• Assignment:
Any picture in the data below should be skipped, while every line is repeated exactly.

• Dataset entries:
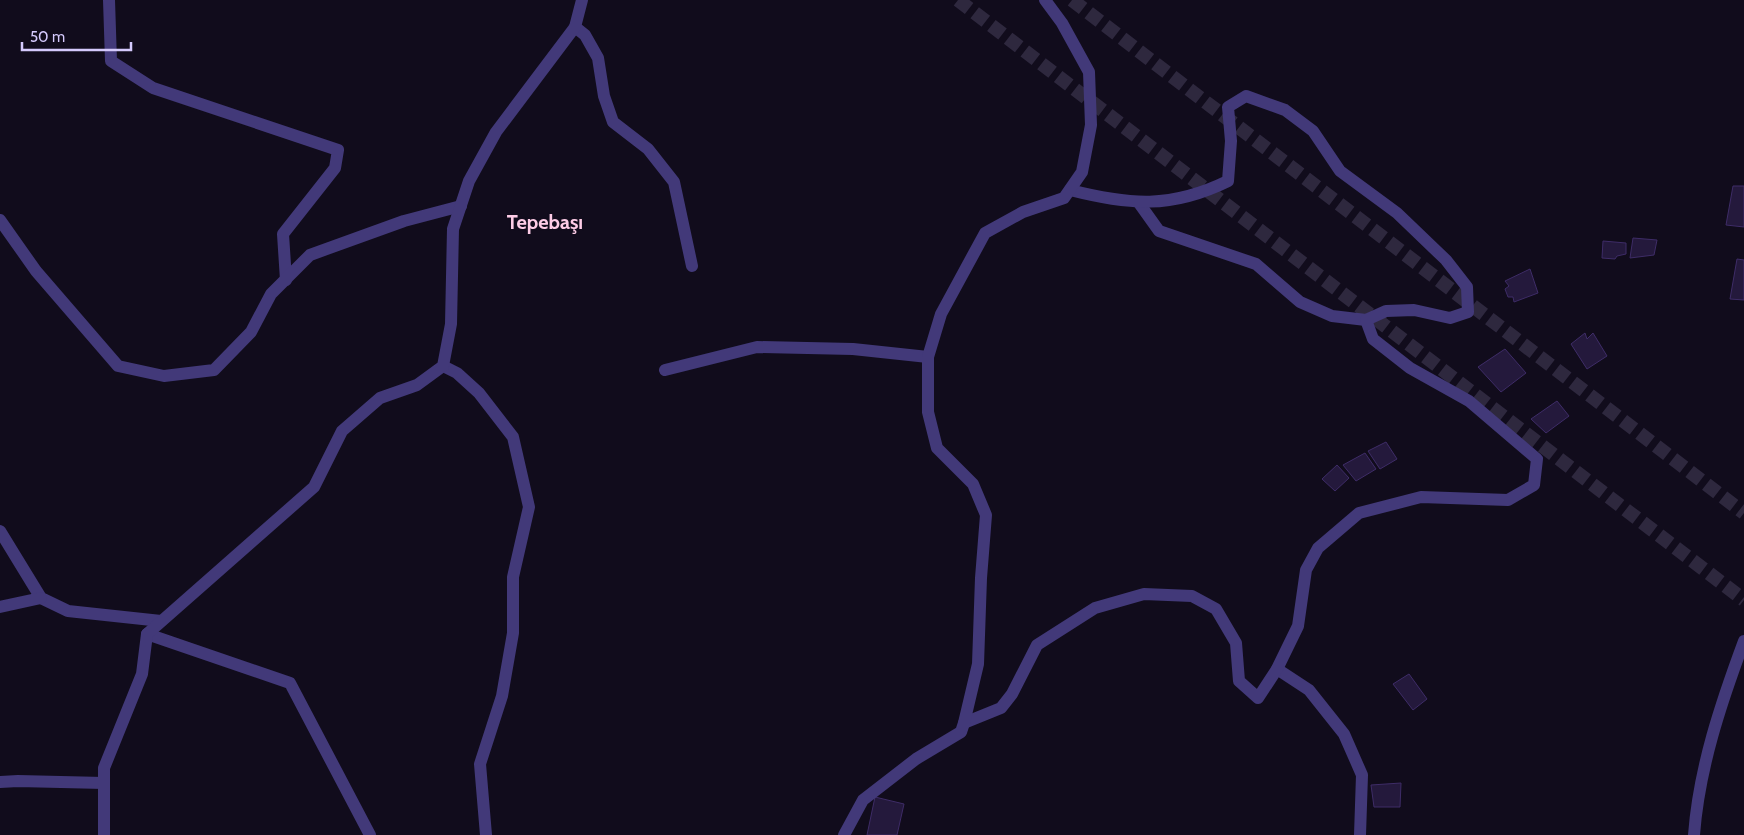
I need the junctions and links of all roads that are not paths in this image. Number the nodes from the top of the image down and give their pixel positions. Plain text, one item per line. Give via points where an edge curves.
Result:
1 (109, 0) edge
2 (582, 0) edge
3 (1045, 0) edge
4 (575, 27) junction
5 (1070, 190) junction
6 (1139, 203) junction
7 (461, 206) junction
8 (0, 220) edge
9 (692, 266) dead end
10 (286, 280) junction
11 (1366, 320) junction
12 (928, 358) junction
13 (443, 366) junction
14 (665, 370) dead end
15 (0, 531) edge
16 (41, 598) junction
17 (0, 607) edge
18 (161, 621) junction
19 (147, 634) junction
20 (1744, 641) edge
21 (1278, 669) junction
22 (964, 723) junction
23 (0, 782) edge
24 (104, 783) junction
25 (104, 835) edge
26 (370, 835) edge
27 (486, 835) edge
28 (844, 835) edge
29 (1360, 835) edge
30 (1694, 835) edge

1 - 10 street via 111,61 153,88 338,150 335,168 283,234
2 - 4 street
3 - 5 street via 1062,23 1089,72 1091,126 1082,172
4 - 7 street via 496,132 469,181
4 - 9 street via 585,35 598,58 604,96 613,122 648,149 674,182
5 - 6 street
5 - 12 street via 1064,198 1023,212 985,233 968,269 940,314
6 - 11 street via 1158,231 1256,264 1300,302 1332,316
6 - 11 street via 1206,192 1228,181 1231,141 1228,107 1246,96 1284,110 1313,131 1340,171 1397,213 1446,260 1468,287 1468,312 1450,318 1414,310 1386,311
7 - 10 street via 404,221 310,256
7 - 13 street via 453,229 450,324
8 - 10 street via 48,285 118,366 164,376 214,370 251,332 271,294
11 - 21 street via 1373,339 1410,368 1469,401 1537,459 1534,485 1508,500 1421,497 1359,513 1318,548 1306,570 1298,626
12 - 14 street via 853,349 757,347
12 - 22 street via 928,412 937,448 972,484 986,514 980,578 978,664
13 - 18 street via 417,385 380,398 342,431 314,487
13 - 27 street via 457,373 479,393 513,437 529,507 513,577 513,633 502,696 480,764
15 - 16 street
16 - 17 street
16 - 18 street via 68,611
18 - 19 street
19 - 24 street via 142,674 104,768
19 - 26 street via 290,683
20 - 30 street via 1719,707 1696,811
21 - 22 street via 1258,698 1239,681 1236,643 1216,609 1192,596 1144,594 1095,608 1037,645 1012,694 1001,708
21 - 29 street via 1309,690 1344,734 1362,775
22 - 28 street via 961,732 916,759 863,800
23 - 24 street
24 - 25 street

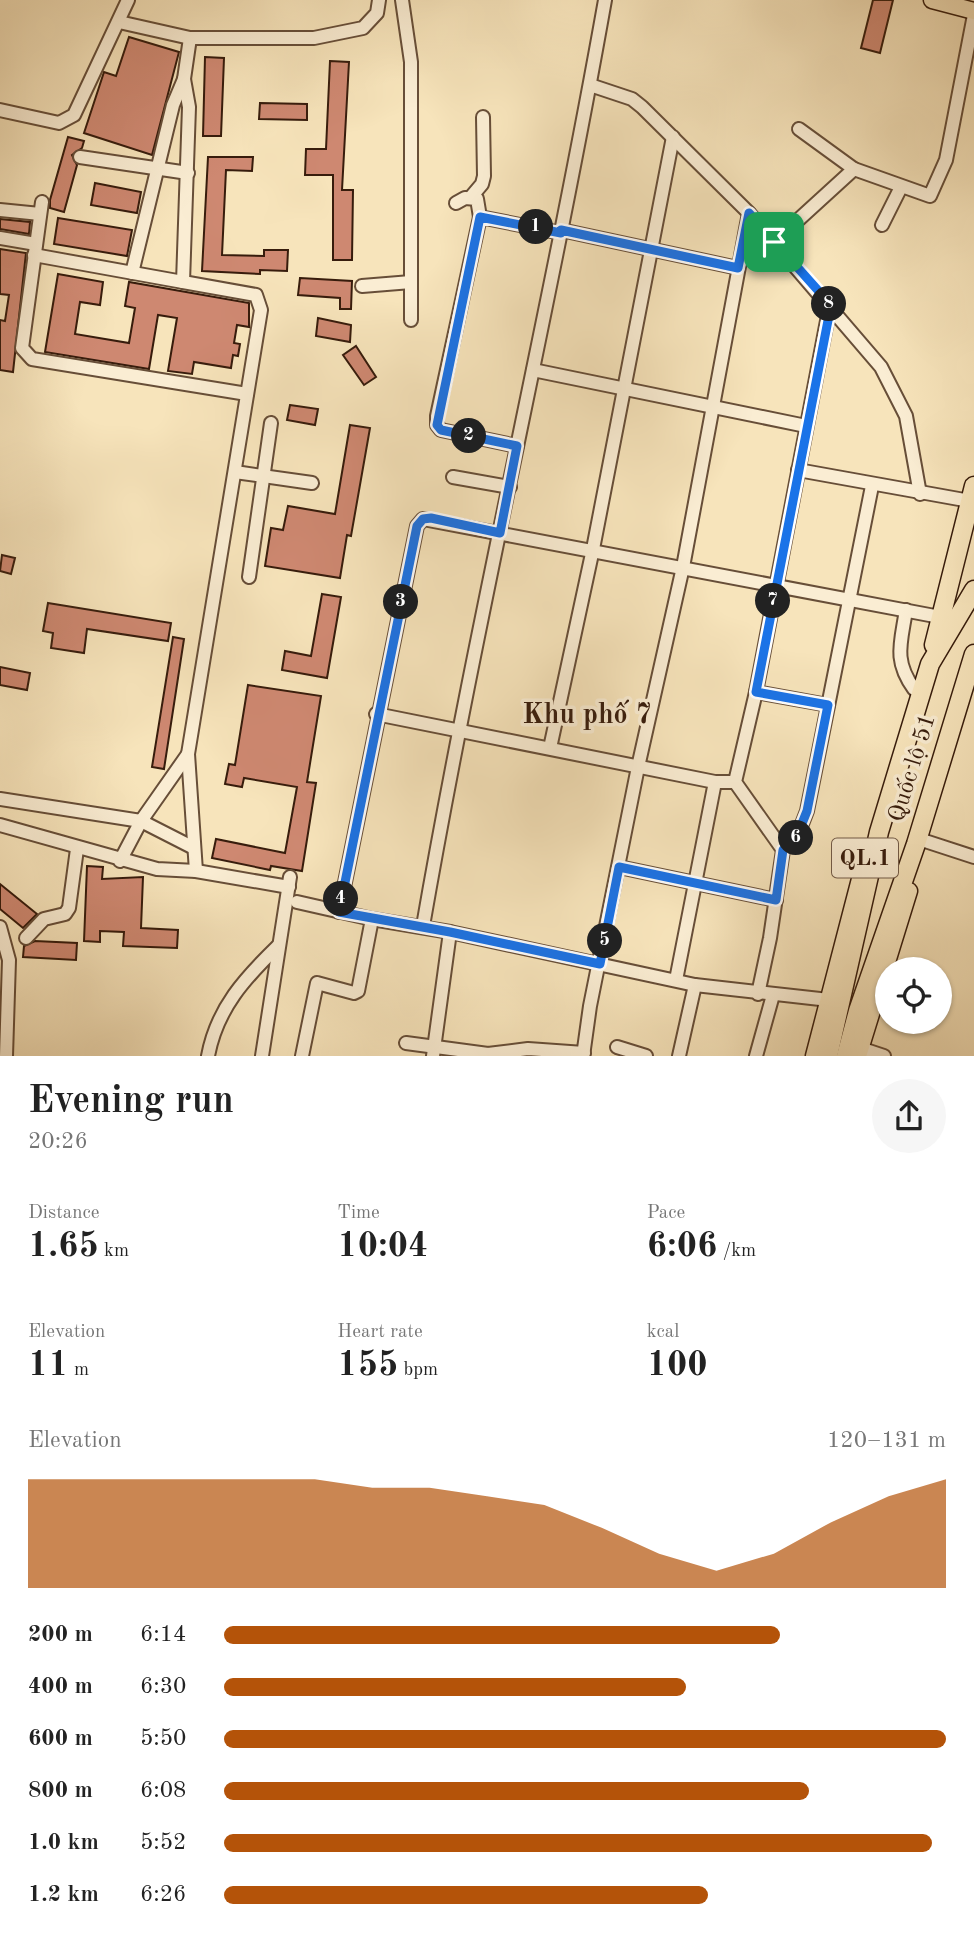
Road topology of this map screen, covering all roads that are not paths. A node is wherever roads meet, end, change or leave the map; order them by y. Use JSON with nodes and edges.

• Task output:
I need the junctions and links of all roads that are not paths in this image. Number the nodes from the top of the image down and give their pixel positions. Plain text, one item per line. Give via points where an edge curves.
Result:
1 (109, 0) edge
2 (582, 0) edge
3 (1045, 0) edge
4 (575, 27) junction
5 (1070, 190) junction
6 (1139, 203) junction
7 (461, 206) junction
8 (0, 220) edge
9 (692, 266) dead end
10 (286, 280) junction
11 (1366, 320) junction
12 (928, 358) junction
13 (443, 366) junction
14 (665, 370) dead end
15 (0, 531) edge
16 (41, 598) junction
17 (0, 607) edge
18 (161, 621) junction
19 (147, 634) junction
20 (1744, 641) edge
21 (1278, 669) junction
22 (964, 723) junction
23 (0, 782) edge
24 (104, 783) junction
25 (104, 835) edge
26 (370, 835) edge
27 (486, 835) edge
28 (844, 835) edge
29 (1360, 835) edge
30 (1694, 835) edge

1 - 10 street via 111,61 153,88 338,150 335,168 283,234
2 - 4 street
3 - 5 street via 1062,23 1089,72 1091,126 1082,172
4 - 7 street via 496,132 469,181
4 - 9 street via 585,35 598,58 604,96 613,122 648,149 674,182
5 - 6 street
5 - 12 street via 1064,198 1023,212 985,233 968,269 940,314
6 - 11 street via 1158,231 1256,264 1300,302 1332,316
6 - 11 street via 1206,192 1228,181 1231,141 1228,107 1246,96 1284,110 1313,131 1340,171 1397,213 1446,260 1468,287 1468,312 1450,318 1414,310 1386,311
7 - 10 street via 404,221 310,256
7 - 13 street via 453,229 450,324
8 - 10 street via 48,285 118,366 164,376 214,370 251,332 271,294
11 - 21 street via 1373,339 1410,368 1469,401 1537,459 1534,485 1508,500 1421,497 1359,513 1318,548 1306,570 1298,626
12 - 14 street via 853,349 757,347
12 - 22 street via 928,412 937,448 972,484 986,514 980,578 978,664
13 - 18 street via 417,385 380,398 342,431 314,487
13 - 27 street via 457,373 479,393 513,437 529,507 513,577 513,633 502,696 480,764
15 - 16 street
16 - 17 street
16 - 18 street via 68,611
18 - 19 street
19 - 24 street via 142,674 104,768
19 - 26 street via 290,683
20 - 30 street via 1719,707 1696,811
21 - 22 street via 1258,698 1239,681 1236,643 1216,609 1192,596 1144,594 1095,608 1037,645 1012,694 1001,708
21 - 29 street via 1309,690 1344,734 1362,775
22 - 28 street via 961,732 916,759 863,800
23 - 24 street
24 - 25 street

Road topology of this map screen, covering all roads that are not paths. A node is wherever roads meet, end, change or leave the map; order them by y. Use JSON with nodes and edges.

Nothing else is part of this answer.